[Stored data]
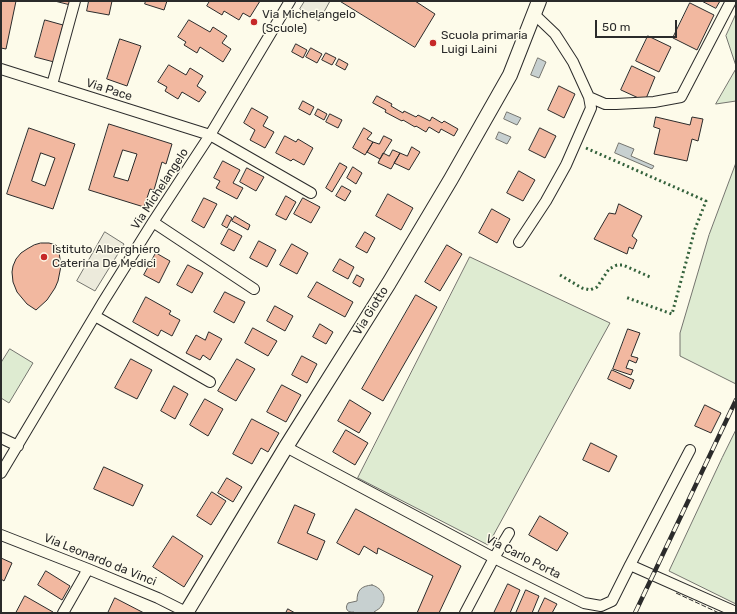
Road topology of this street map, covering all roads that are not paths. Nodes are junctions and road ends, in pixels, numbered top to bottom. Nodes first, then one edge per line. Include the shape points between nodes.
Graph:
1 (75, 1) edge
2 (290, 1) edge
3 (731, 1) edge
4 (536, 7) edge
5 (1, 69) edge
6 (52, 85) junction
7 (590, 98) junction
8 (210, 135) junction
9 (311, 193) dead end
10 (153, 222) junction
11 (519, 242) dead end
12 (254, 289) dead end
13 (95, 316) junction
14 (210, 382) dead end
15 (1, 438) edge
16 (18, 446) junction
17 (286, 447) junction
18 (690, 450) dead end
19 (1, 473) edge
20 (509, 533) dead end
21 (1, 535) edge
22 (494, 558) junction
23 (630, 565) junction
24 (88, 569) junction
25 (602, 609) edge
26 (736, 612) edge
27 (63, 613) edge
28 (187, 613) edge
29 (464, 613) edge

1 - 6 street
2 - 8 street, Via Michelangelo
3 - 7 street via 681,97 654,102 616,104 605,104
4 - 7 street via 574,62
4 - 17 street, Via Giotto via 510,75 451,179
5 - 6 street, Via Pace
6 - 8 street, Via Pace
7 - 11 street via 591,108 566,165 546,202
8 - 9 street, Via Pace
8 - 10 street, Via Michelangelo
10 - 12 street
10 - 13 street, Via Michelangelo
13 - 14 street
13 - 16 street, Via Michelangelo
15 - 16 street
16 - 19 street, Via Michelangelo
17 - 22 street, Via Carlo Porta
17 - 28 street, Via Giotto
18 - 23 street, Via Carlo Porta
20 - 22 street
21 - 24 street, Via Leonardo da Vinci
22 - 25 street, Via Carlo Porta via 584,603
22 - 29 street
23 - 25 street, Via Carlo Porta via 612,601
23 - 26 street
24 - 27 street
24 - 28 street, Via Leonardo da Vinci

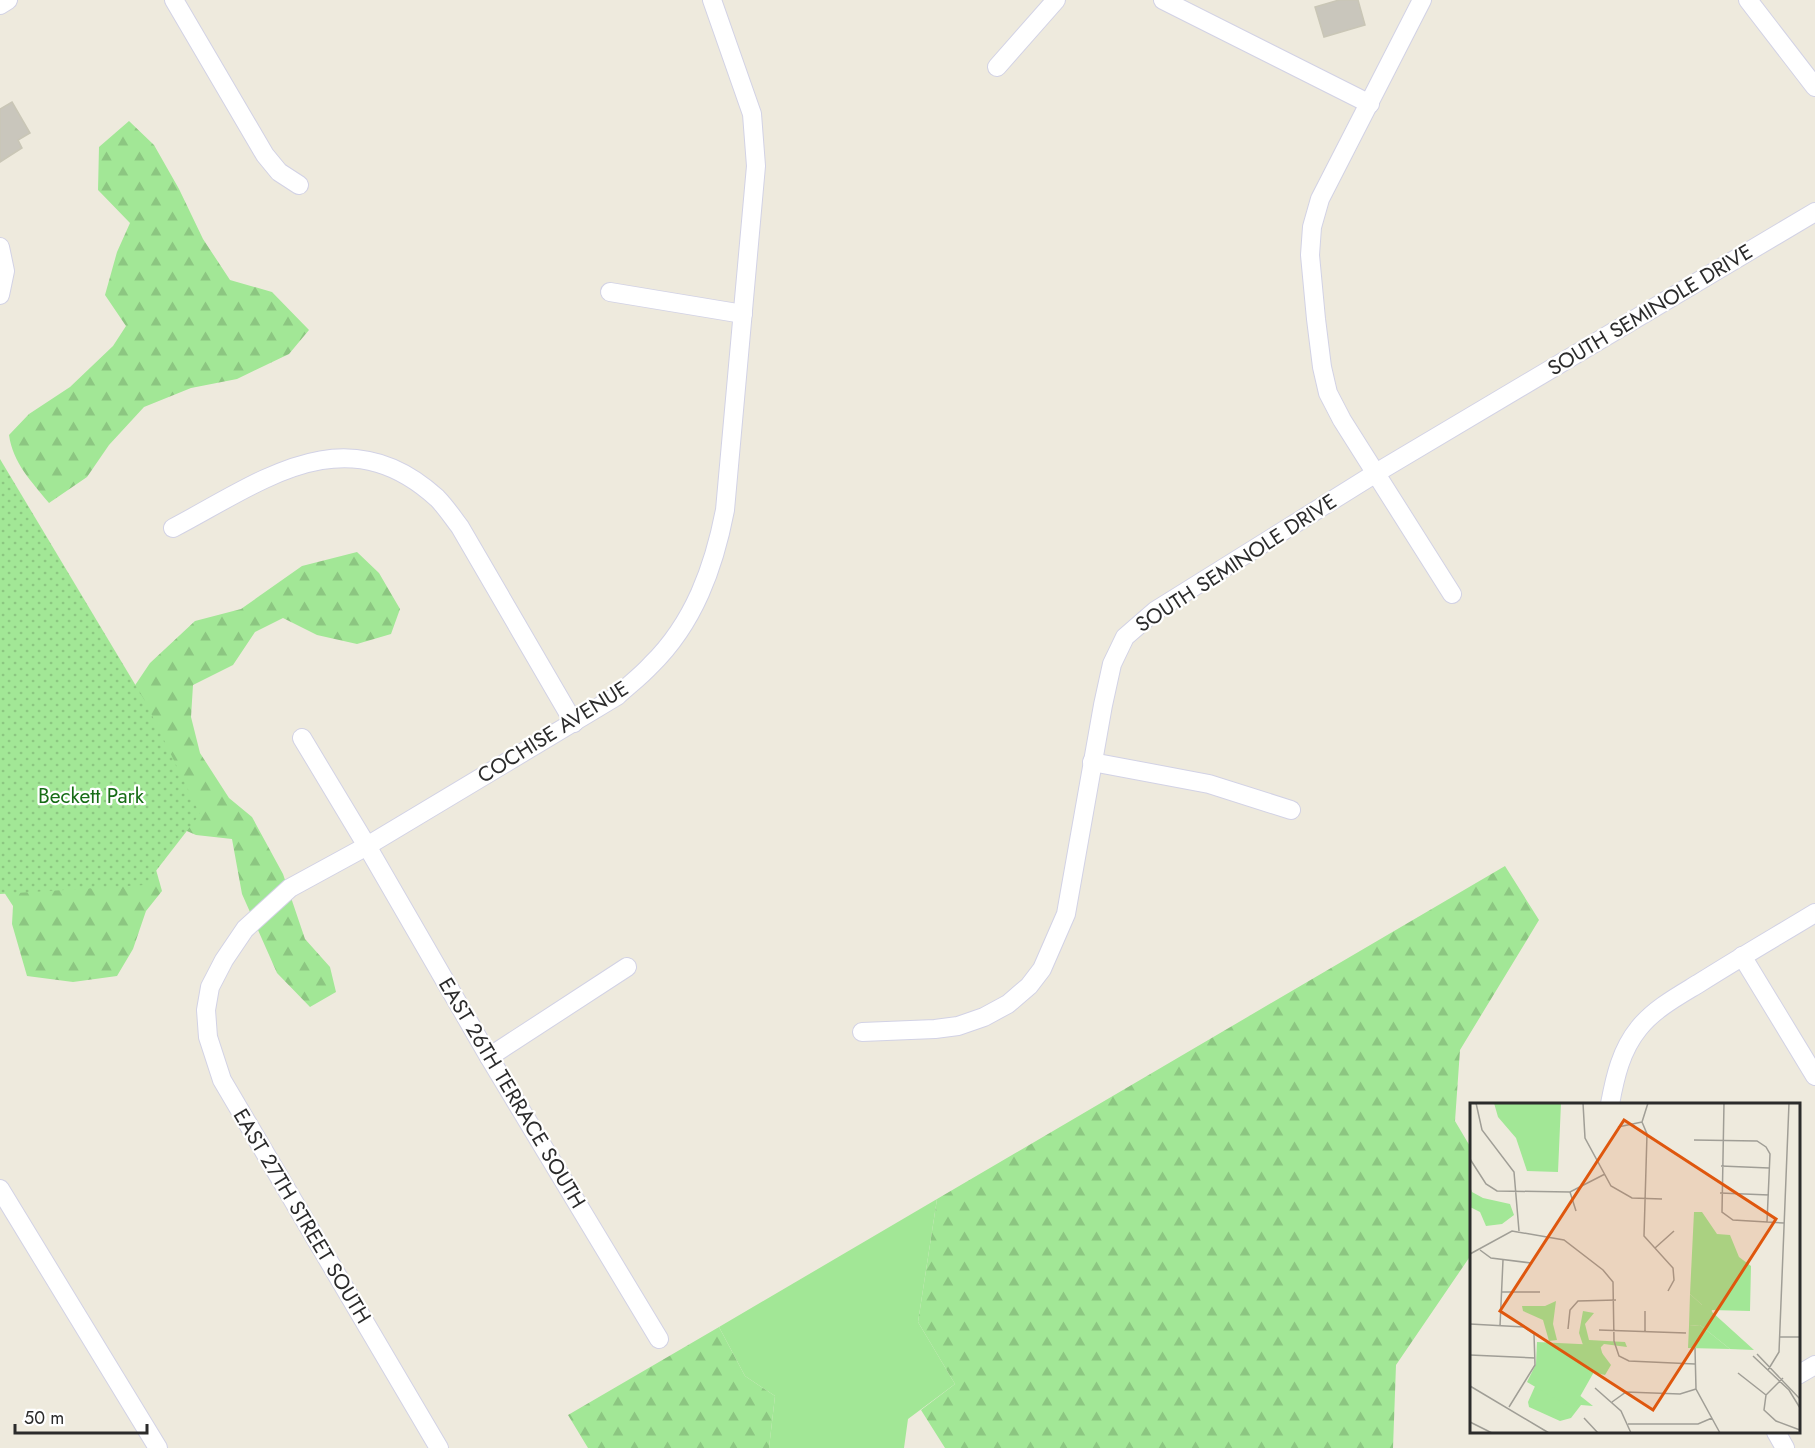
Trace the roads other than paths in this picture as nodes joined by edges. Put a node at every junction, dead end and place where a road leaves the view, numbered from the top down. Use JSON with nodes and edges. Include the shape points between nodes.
{"nodes":[{"id":1,"x":8,"y":0,"type":"edge"},
{"id":2,"x":174,"y":0,"type":"edge"},
{"id":3,"x":712,"y":0,"type":"edge"},
{"id":4,"x":1056,"y":0,"type":"edge"},
{"id":5,"x":1163,"y":0,"type":"edge"},
{"id":6,"x":1422,"y":0,"type":"edge"},
{"id":7,"x":1748,"y":0,"type":"edge"},
{"id":8,"x":0,"y":5,"type":"edge"},
{"id":9,"x":997,"y":67,"type":"dead end"},
{"id":10,"x":1815,"y":87,"type":"edge"},
{"id":11,"x":1370,"y":104,"type":"junction"},
{"id":12,"x":299,"y":185,"type":"dead end"},
{"id":13,"x":1815,"y":212,"type":"edge"},
{"id":14,"x":0,"y":247,"type":"edge"},
{"id":15,"x":610,"y":292,"type":"dead end"},
{"id":16,"x":0,"y":295,"type":"edge"},
{"id":17,"x":743,"y":314,"type":"junction"},
{"id":18,"x":1376,"y":473,"type":"junction"},
{"id":19,"x":173,"y":528,"type":"dead end"},
{"id":20,"x":1452,"y":594,"type":"dead end"},
{"id":21,"x":573,"y":723,"type":"junction"},
{"id":22,"x":302,"y":738,"type":"dead end"},
{"id":23,"x":1092,"y":762,"type":"junction"},
{"id":24,"x":1291,"y":810,"type":"dead end"},
{"id":25,"x":367,"y":846,"type":"junction"},
{"id":26,"x":1815,"y":913,"type":"edge"},
{"id":27,"x":1742,"y":956,"type":"junction"},
{"id":28,"x":627,"y":967,"type":"dead end"},
{"id":29,"x":217,"y":973,"type":"joint"},
{"id":30,"x":862,"y":1032,"type":"dead end"},
{"id":31,"x":489,"y":1057,"type":"junction"},
{"id":32,"x":1815,"y":1076,"type":"edge"},
{"id":33,"x":1610,"y":1103,"type":"edge"},
{"id":34,"x":0,"y":1189,"type":"edge"},
{"id":35,"x":659,"y":1339,"type":"dead end"},
{"id":36,"x":1815,"y":1365,"type":"edge"},
{"id":37,"x":1800,"y":1374,"type":"edge"},
{"id":38,"x":1777,"y":1433,"type":"edge"},
{"id":39,"x":158,"y":1448,"type":"edge"},
{"id":40,"x":439,"y":1448,"type":"edge"},
{"id":41,"x":1785,"y":1448,"type":"edge"}],
"edges":[{"from":1,"to":8,"type":"street"},
{"from":2,"to":12,"type":"street","via":[[265,155],[279,172]]},
{"from":3,"to":17,"type":"street","name":"COCHISE AVENUE","via":[[752,114],[756,166]]},
{"from":4,"to":9,"type":"street"},
{"from":5,"to":11,"type":"street"},
{"from":6,"to":11,"type":"street"},
{"from":7,"to":10,"type":"street"},
{"from":11,"to":18,"type":"street","via":[[1320,199],[1310,255],[1328,393]]},
{"from":13,"to":18,"type":"street","name":"SOUTH SEMINOLE DRIVE"},
{"from":14,"to":16,"type":"street","via":[[5,271]]},
{"from":15,"to":17,"type":"street"},
{"from":17,"to":21,"type":"street","name":"COCHISE AVENUE","via":[[725,510],[705,584],[683,626],[653,664],[617,696]]},
{"from":18,"to":20,"type":"street"},
{"from":18,"to":23,"type":"street","name":"SOUTH SEMINOLE DRIVE","via":[[1155,611],[1125,637],[1112,664]]},
{"from":19,"to":21,"type":"street","via":[[281,470],[308,462],[364,460],[405,475],[439,500],[460,527]]},
{"from":21,"to":25,"type":"street","name":"COCHISE AVENUE"},
{"from":22,"to":25,"type":"street","name":"EAST 26TH TERRACE SOUTH"},
{"from":23,"to":24,"type":"street","via":[[1209,784]]},
{"from":23,"to":30,"type":"street","name":"SOUTH SEMINOLE DRIVE","via":[[1066,914],[1042,969],[1029,986],[1008,1004],[958,1026]]},
{"from":25,"to":29,"type":"street","name":"COCHISE AVENUE","via":[[290,888],[245,929]]},
{"from":25,"to":31,"type":"street","name":"EAST 26TH TERRACE SOUTH"},
{"from":26,"to":27,"type":"street"},
{"from":27,"to":32,"type":"street"},
{"from":27,"to":33,"type":"street","via":[[1665,1005],[1638,1029],[1619,1065]]},
{"from":28,"to":31,"type":"street"},
{"from":29,"to":40,"type":"street","name":"EAST 27TH STREET SOUTH","via":[[206,1010],[208,1037],[222,1080]]},
{"from":31,"to":35,"type":"street","name":"EAST 26TH TERRACE SOUTH"},
{"from":34,"to":39,"type":"street"},
{"from":36,"to":37,"type":"street"},
{"from":38,"to":41,"type":"street"}]}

TASK TO CARRY OUT:
Copy every record exactly as it appears, apart from any pictures.

REPLY:
Road topology of this street map, covering all roads that are not paths. Nodes are junctions and road ends, in pixels, numbered top to bottom. Nodes first, then one edge per line. Include the shape points between nodes.
Graph:
1 (75, 1) edge
2 (290, 1) edge
3 (731, 1) edge
4 (536, 7) edge
5 (1, 69) edge
6 (52, 85) junction
7 (590, 98) junction
8 (210, 135) junction
9 (311, 193) dead end
10 (153, 222) junction
11 (519, 242) dead end
12 (254, 289) dead end
13 (95, 316) junction
14 (210, 382) dead end
15 (1, 438) edge
16 (18, 446) junction
17 (286, 447) junction
18 (690, 450) dead end
19 (1, 473) edge
20 (509, 533) dead end
21 (1, 535) edge
22 (494, 558) junction
23 (630, 565) junction
24 (88, 569) junction
25 (602, 609) edge
26 (736, 612) edge
27 (63, 613) edge
28 (187, 613) edge
29 (464, 613) edge

1 - 6 street
2 - 8 street, Via Michelangelo
3 - 7 street via 681,97 654,102 616,104 605,104
4 - 7 street via 574,62
4 - 17 street, Via Giotto via 510,75 451,179
5 - 6 street, Via Pace
6 - 8 street, Via Pace
7 - 11 street via 591,108 566,165 546,202
8 - 9 street, Via Pace
8 - 10 street, Via Michelangelo
10 - 12 street
10 - 13 street, Via Michelangelo
13 - 14 street
13 - 16 street, Via Michelangelo
15 - 16 street
16 - 19 street, Via Michelangelo
17 - 22 street, Via Carlo Porta
17 - 28 street, Via Giotto
18 - 23 street, Via Carlo Porta
20 - 22 street
21 - 24 street, Via Leonardo da Vinci
22 - 25 street, Via Carlo Porta via 584,603
22 - 29 street
23 - 25 street, Via Carlo Porta via 612,601
23 - 26 street
24 - 27 street
24 - 28 street, Via Leonardo da Vinci

Trace the roads other than paths in this picture as nodes joined by edges. Put a node at every junction, dead end and place where a road leaves the view, numbered from the top down. Use JSON with nodes and edges. Include the shape points between nodes.
{"nodes":[{"id":1,"x":8,"y":0,"type":"edge"},
{"id":2,"x":174,"y":0,"type":"edge"},
{"id":3,"x":712,"y":0,"type":"edge"},
{"id":4,"x":1056,"y":0,"type":"edge"},
{"id":5,"x":1163,"y":0,"type":"edge"},
{"id":6,"x":1422,"y":0,"type":"edge"},
{"id":7,"x":1748,"y":0,"type":"edge"},
{"id":8,"x":0,"y":5,"type":"edge"},
{"id":9,"x":997,"y":67,"type":"dead end"},
{"id":10,"x":1815,"y":87,"type":"edge"},
{"id":11,"x":1370,"y":104,"type":"junction"},
{"id":12,"x":299,"y":185,"type":"dead end"},
{"id":13,"x":1815,"y":212,"type":"edge"},
{"id":14,"x":0,"y":247,"type":"edge"},
{"id":15,"x":610,"y":292,"type":"dead end"},
{"id":16,"x":0,"y":295,"type":"edge"},
{"id":17,"x":743,"y":314,"type":"junction"},
{"id":18,"x":1376,"y":473,"type":"junction"},
{"id":19,"x":173,"y":528,"type":"dead end"},
{"id":20,"x":1452,"y":594,"type":"dead end"},
{"id":21,"x":573,"y":723,"type":"junction"},
{"id":22,"x":302,"y":738,"type":"dead end"},
{"id":23,"x":1092,"y":762,"type":"junction"},
{"id":24,"x":1291,"y":810,"type":"dead end"},
{"id":25,"x":367,"y":846,"type":"junction"},
{"id":26,"x":1815,"y":913,"type":"edge"},
{"id":27,"x":1742,"y":956,"type":"junction"},
{"id":28,"x":627,"y":967,"type":"dead end"},
{"id":29,"x":217,"y":973,"type":"joint"},
{"id":30,"x":862,"y":1032,"type":"dead end"},
{"id":31,"x":489,"y":1057,"type":"junction"},
{"id":32,"x":1815,"y":1076,"type":"edge"},
{"id":33,"x":1610,"y":1103,"type":"edge"},
{"id":34,"x":0,"y":1189,"type":"edge"},
{"id":35,"x":659,"y":1339,"type":"dead end"},
{"id":36,"x":1815,"y":1365,"type":"edge"},
{"id":37,"x":1800,"y":1374,"type":"edge"},
{"id":38,"x":1777,"y":1433,"type":"edge"},
{"id":39,"x":158,"y":1448,"type":"edge"},
{"id":40,"x":439,"y":1448,"type":"edge"},
{"id":41,"x":1785,"y":1448,"type":"edge"}],
"edges":[{"from":1,"to":8,"type":"street"},
{"from":2,"to":12,"type":"street","via":[[265,155],[279,172]]},
{"from":3,"to":17,"type":"street","name":"COCHISE AVENUE","via":[[752,114],[756,166]]},
{"from":4,"to":9,"type":"street"},
{"from":5,"to":11,"type":"street"},
{"from":6,"to":11,"type":"street"},
{"from":7,"to":10,"type":"street"},
{"from":11,"to":18,"type":"street","via":[[1320,199],[1310,255],[1328,393]]},
{"from":13,"to":18,"type":"street","name":"SOUTH SEMINOLE DRIVE"},
{"from":14,"to":16,"type":"street","via":[[5,271]]},
{"from":15,"to":17,"type":"street"},
{"from":17,"to":21,"type":"street","name":"COCHISE AVENUE","via":[[725,510],[705,584],[683,626],[653,664],[617,696]]},
{"from":18,"to":20,"type":"street"},
{"from":18,"to":23,"type":"street","name":"SOUTH SEMINOLE DRIVE","via":[[1155,611],[1125,637],[1112,664]]},
{"from":19,"to":21,"type":"street","via":[[281,470],[308,462],[364,460],[405,475],[439,500],[460,527]]},
{"from":21,"to":25,"type":"street","name":"COCHISE AVENUE"},
{"from":22,"to":25,"type":"street","name":"EAST 26TH TERRACE SOUTH"},
{"from":23,"to":24,"type":"street","via":[[1209,784]]},
{"from":23,"to":30,"type":"street","name":"SOUTH SEMINOLE DRIVE","via":[[1066,914],[1042,969],[1029,986],[1008,1004],[958,1026]]},
{"from":25,"to":29,"type":"street","name":"COCHISE AVENUE","via":[[290,888],[245,929]]},
{"from":25,"to":31,"type":"street","name":"EAST 26TH TERRACE SOUTH"},
{"from":26,"to":27,"type":"street"},
{"from":27,"to":32,"type":"street"},
{"from":27,"to":33,"type":"street","via":[[1665,1005],[1638,1029],[1619,1065]]},
{"from":28,"to":31,"type":"street"},
{"from":29,"to":40,"type":"street","name":"EAST 27TH STREET SOUTH","via":[[206,1010],[208,1037],[222,1080]]},
{"from":31,"to":35,"type":"street","name":"EAST 26TH TERRACE SOUTH"},
{"from":34,"to":39,"type":"street"},
{"from":36,"to":37,"type":"street"},
{"from":38,"to":41,"type":"street"}]}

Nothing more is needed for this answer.